Dataset entries
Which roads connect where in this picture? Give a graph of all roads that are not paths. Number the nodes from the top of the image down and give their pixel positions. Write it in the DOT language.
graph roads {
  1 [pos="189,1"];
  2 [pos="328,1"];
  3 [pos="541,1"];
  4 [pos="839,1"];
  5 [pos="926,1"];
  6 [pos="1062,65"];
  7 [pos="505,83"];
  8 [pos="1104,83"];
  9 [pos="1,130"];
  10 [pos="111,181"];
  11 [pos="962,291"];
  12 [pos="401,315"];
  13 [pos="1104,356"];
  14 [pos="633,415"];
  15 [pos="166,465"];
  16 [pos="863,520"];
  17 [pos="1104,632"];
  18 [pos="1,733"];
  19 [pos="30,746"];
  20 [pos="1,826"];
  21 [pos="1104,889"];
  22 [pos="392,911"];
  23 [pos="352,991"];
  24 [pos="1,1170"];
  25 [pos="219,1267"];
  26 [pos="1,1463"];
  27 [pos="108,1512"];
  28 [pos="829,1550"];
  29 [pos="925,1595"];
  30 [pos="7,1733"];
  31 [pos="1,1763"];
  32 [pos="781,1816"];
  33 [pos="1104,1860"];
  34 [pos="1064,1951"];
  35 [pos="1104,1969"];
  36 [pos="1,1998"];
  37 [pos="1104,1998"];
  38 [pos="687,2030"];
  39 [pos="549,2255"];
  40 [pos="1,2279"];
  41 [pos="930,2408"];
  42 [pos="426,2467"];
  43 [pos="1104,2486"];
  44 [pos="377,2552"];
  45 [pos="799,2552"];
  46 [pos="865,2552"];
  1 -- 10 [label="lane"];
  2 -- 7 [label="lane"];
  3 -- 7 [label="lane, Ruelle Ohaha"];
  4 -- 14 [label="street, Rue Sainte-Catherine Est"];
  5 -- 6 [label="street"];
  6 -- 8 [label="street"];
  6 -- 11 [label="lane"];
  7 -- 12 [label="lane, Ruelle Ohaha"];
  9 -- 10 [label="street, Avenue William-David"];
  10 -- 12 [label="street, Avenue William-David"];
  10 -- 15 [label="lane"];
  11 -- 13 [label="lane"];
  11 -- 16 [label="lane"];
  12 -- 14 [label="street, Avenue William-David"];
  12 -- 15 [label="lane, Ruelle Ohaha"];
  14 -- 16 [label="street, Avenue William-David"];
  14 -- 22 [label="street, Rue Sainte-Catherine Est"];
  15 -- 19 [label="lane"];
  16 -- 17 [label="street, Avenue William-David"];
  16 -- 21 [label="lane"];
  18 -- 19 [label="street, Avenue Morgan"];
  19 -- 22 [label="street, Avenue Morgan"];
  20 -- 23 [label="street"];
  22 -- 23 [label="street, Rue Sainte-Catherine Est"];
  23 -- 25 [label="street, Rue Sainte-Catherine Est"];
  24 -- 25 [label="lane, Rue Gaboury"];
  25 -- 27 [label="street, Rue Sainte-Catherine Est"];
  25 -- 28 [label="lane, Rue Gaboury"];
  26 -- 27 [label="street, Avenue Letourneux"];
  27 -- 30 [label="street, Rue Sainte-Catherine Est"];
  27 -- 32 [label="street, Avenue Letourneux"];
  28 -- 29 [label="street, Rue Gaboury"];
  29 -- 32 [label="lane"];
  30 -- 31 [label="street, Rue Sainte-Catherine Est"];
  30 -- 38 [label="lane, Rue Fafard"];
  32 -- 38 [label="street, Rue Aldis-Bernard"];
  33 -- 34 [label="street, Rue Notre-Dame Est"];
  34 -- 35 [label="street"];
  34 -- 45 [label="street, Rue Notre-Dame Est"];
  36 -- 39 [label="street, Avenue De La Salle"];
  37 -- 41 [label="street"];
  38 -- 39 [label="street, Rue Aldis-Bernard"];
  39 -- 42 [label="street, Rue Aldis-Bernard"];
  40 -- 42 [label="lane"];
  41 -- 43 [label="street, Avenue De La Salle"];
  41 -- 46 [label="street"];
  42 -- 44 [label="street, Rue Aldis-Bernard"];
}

WHAT NEEDS TO BE DONE.
What you write must match the records above line for line.

WRITTEN RESPONSE.
Which roads connect where in this picture? Give a graph of all roads that are not paths. Number the nodes from the top of the image down and give their pixel positions. Write it in the DOT language.
graph roads {
  1 [pos="189,1"];
  2 [pos="328,1"];
  3 [pos="541,1"];
  4 [pos="839,1"];
  5 [pos="926,1"];
  6 [pos="1062,65"];
  7 [pos="505,83"];
  8 [pos="1104,83"];
  9 [pos="1,130"];
  10 [pos="111,181"];
  11 [pos="962,291"];
  12 [pos="401,315"];
  13 [pos="1104,356"];
  14 [pos="633,415"];
  15 [pos="166,465"];
  16 [pos="863,520"];
  17 [pos="1104,632"];
  18 [pos="1,733"];
  19 [pos="30,746"];
  20 [pos="1,826"];
  21 [pos="1104,889"];
  22 [pos="392,911"];
  23 [pos="352,991"];
  24 [pos="1,1170"];
  25 [pos="219,1267"];
  26 [pos="1,1463"];
  27 [pos="108,1512"];
  28 [pos="829,1550"];
  29 [pos="925,1595"];
  30 [pos="7,1733"];
  31 [pos="1,1763"];
  32 [pos="781,1816"];
  33 [pos="1104,1860"];
  34 [pos="1064,1951"];
  35 [pos="1104,1969"];
  36 [pos="1,1998"];
  37 [pos="1104,1998"];
  38 [pos="687,2030"];
  39 [pos="549,2255"];
  40 [pos="1,2279"];
  41 [pos="930,2408"];
  42 [pos="426,2467"];
  43 [pos="1104,2486"];
  44 [pos="377,2552"];
  45 [pos="799,2552"];
  46 [pos="865,2552"];
  1 -- 10 [label="lane"];
  2 -- 7 [label="lane"];
  3 -- 7 [label="lane, Ruelle Ohaha"];
  4 -- 14 [label="street, Rue Sainte-Catherine Est"];
  5 -- 6 [label="street"];
  6 -- 8 [label="street"];
  6 -- 11 [label="lane"];
  7 -- 12 [label="lane, Ruelle Ohaha"];
  9 -- 10 [label="street, Avenue William-David"];
  10 -- 12 [label="street, Avenue William-David"];
  10 -- 15 [label="lane"];
  11 -- 13 [label="lane"];
  11 -- 16 [label="lane"];
  12 -- 14 [label="street, Avenue William-David"];
  12 -- 15 [label="lane, Ruelle Ohaha"];
  14 -- 16 [label="street, Avenue William-David"];
  14 -- 22 [label="street, Rue Sainte-Catherine Est"];
  15 -- 19 [label="lane"];
  16 -- 17 [label="street, Avenue William-David"];
  16 -- 21 [label="lane"];
  18 -- 19 [label="street, Avenue Morgan"];
  19 -- 22 [label="street, Avenue Morgan"];
  20 -- 23 [label="street"];
  22 -- 23 [label="street, Rue Sainte-Catherine Est"];
  23 -- 25 [label="street, Rue Sainte-Catherine Est"];
  24 -- 25 [label="lane, Rue Gaboury"];
  25 -- 27 [label="street, Rue Sainte-Catherine Est"];
  25 -- 28 [label="lane, Rue Gaboury"];
  26 -- 27 [label="street, Avenue Letourneux"];
  27 -- 30 [label="street, Rue Sainte-Catherine Est"];
  27 -- 32 [label="street, Avenue Letourneux"];
  28 -- 29 [label="street, Rue Gaboury"];
  29 -- 32 [label="lane"];
  30 -- 31 [label="street, Rue Sainte-Catherine Est"];
  30 -- 38 [label="lane, Rue Fafard"];
  32 -- 38 [label="street, Rue Aldis-Bernard"];
  33 -- 34 [label="street, Rue Notre-Dame Est"];
  34 -- 35 [label="street"];
  34 -- 45 [label="street, Rue Notre-Dame Est"];
  36 -- 39 [label="street, Avenue De La Salle"];
  37 -- 41 [label="street"];
  38 -- 39 [label="street, Rue Aldis-Bernard"];
  39 -- 42 [label="street, Rue Aldis-Bernard"];
  40 -- 42 [label="lane"];
  41 -- 43 [label="street, Avenue De La Salle"];
  41 -- 46 [label="street"];
  42 -- 44 [label="street, Rue Aldis-Bernard"];
}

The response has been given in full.